Scan the entries below and say how many lines contain "main". Write only the number.

■ Given data ■
****************

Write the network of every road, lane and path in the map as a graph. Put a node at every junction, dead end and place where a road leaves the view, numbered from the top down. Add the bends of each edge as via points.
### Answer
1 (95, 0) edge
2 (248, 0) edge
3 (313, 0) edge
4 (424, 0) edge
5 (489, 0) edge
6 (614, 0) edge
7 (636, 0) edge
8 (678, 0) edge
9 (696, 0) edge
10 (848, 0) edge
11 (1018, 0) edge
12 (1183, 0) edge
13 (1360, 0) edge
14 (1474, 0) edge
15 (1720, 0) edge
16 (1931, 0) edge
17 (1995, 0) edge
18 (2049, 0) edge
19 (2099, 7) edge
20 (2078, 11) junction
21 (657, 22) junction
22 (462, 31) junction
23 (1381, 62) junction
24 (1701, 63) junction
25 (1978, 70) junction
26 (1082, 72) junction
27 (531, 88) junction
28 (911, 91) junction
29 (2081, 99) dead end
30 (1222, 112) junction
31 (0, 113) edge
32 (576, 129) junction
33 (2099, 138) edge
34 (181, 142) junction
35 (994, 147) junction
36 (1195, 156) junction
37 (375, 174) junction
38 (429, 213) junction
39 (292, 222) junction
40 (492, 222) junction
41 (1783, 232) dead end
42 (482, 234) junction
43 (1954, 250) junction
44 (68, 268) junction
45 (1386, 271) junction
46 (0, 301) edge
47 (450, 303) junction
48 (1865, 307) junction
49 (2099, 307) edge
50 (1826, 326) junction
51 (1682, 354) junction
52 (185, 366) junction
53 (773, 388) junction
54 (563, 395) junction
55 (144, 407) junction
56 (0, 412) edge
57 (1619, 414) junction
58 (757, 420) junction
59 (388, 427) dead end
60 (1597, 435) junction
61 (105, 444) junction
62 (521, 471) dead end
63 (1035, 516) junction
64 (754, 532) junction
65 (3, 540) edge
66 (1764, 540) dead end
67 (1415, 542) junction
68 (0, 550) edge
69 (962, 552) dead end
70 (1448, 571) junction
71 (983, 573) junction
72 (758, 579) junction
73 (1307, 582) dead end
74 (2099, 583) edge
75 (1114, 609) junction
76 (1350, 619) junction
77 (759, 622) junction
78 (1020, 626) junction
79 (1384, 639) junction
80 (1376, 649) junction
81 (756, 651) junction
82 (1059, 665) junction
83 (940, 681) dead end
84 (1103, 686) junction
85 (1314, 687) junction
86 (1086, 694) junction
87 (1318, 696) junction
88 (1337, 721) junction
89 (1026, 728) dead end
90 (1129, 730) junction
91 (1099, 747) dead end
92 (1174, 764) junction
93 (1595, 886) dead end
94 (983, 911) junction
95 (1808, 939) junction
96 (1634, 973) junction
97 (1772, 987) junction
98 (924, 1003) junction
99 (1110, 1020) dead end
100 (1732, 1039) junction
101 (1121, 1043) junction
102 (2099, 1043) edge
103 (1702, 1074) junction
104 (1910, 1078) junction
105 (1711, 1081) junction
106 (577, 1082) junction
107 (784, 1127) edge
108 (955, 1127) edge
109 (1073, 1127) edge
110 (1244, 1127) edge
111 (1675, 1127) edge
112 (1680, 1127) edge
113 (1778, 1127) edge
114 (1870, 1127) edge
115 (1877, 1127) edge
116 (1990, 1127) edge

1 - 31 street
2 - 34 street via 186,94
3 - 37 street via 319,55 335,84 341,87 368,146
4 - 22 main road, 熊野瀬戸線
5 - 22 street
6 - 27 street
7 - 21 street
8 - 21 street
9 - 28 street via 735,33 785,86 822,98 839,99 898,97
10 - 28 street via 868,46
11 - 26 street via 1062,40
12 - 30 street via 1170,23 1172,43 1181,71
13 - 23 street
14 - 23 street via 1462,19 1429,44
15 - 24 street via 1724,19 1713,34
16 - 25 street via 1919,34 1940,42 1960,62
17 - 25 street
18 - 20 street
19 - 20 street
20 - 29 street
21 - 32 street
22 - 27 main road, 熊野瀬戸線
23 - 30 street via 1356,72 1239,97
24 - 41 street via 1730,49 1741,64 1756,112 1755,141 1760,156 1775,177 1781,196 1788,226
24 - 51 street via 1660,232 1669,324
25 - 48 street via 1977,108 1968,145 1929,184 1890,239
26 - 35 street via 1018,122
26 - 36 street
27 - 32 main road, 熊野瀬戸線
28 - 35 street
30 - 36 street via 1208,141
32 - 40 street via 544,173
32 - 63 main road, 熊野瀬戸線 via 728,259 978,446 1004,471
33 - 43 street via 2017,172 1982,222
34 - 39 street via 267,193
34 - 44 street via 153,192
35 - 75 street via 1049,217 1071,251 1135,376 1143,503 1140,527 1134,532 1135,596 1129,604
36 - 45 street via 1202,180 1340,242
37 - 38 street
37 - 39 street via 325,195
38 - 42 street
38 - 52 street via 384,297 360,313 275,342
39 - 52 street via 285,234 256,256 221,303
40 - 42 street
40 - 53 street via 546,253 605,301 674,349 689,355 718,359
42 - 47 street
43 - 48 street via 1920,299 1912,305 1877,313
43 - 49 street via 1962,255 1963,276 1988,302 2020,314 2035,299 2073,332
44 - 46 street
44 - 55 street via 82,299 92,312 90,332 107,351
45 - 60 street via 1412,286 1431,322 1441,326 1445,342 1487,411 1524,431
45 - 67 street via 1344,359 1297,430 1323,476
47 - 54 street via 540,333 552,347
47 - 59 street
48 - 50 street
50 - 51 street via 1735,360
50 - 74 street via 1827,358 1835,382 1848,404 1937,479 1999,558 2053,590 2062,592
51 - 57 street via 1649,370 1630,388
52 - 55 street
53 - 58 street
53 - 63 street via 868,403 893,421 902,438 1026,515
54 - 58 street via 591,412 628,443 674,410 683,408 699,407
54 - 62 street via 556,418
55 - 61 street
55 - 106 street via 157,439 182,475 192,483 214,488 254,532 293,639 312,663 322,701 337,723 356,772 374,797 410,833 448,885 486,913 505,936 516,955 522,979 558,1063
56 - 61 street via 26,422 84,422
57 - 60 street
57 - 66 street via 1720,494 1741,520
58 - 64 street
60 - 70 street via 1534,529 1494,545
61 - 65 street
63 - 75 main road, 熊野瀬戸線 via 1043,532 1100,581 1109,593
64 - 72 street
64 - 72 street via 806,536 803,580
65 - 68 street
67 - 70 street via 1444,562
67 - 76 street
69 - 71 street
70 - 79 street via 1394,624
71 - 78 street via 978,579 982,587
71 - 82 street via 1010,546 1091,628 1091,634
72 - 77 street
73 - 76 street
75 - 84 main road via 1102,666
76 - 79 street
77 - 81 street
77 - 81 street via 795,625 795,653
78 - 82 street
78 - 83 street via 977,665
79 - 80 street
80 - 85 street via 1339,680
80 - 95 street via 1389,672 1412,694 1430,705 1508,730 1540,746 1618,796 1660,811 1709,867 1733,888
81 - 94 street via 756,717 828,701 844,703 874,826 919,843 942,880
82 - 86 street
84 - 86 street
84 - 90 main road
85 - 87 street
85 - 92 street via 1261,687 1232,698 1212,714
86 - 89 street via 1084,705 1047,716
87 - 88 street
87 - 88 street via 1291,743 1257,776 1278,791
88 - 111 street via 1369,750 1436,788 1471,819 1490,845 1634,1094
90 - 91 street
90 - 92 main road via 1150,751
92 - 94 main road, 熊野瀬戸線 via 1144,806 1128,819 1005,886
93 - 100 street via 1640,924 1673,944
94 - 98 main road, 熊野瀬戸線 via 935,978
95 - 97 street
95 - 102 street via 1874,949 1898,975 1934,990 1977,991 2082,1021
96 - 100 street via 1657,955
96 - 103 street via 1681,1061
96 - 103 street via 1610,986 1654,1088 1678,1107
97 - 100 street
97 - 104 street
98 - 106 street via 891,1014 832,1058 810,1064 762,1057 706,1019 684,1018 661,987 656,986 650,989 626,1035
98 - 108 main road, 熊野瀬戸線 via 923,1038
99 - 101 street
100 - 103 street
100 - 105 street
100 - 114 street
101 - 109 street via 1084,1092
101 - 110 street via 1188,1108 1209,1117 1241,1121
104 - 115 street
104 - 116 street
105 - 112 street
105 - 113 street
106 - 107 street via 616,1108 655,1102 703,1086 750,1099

****************

■ Answer to the problem ■
11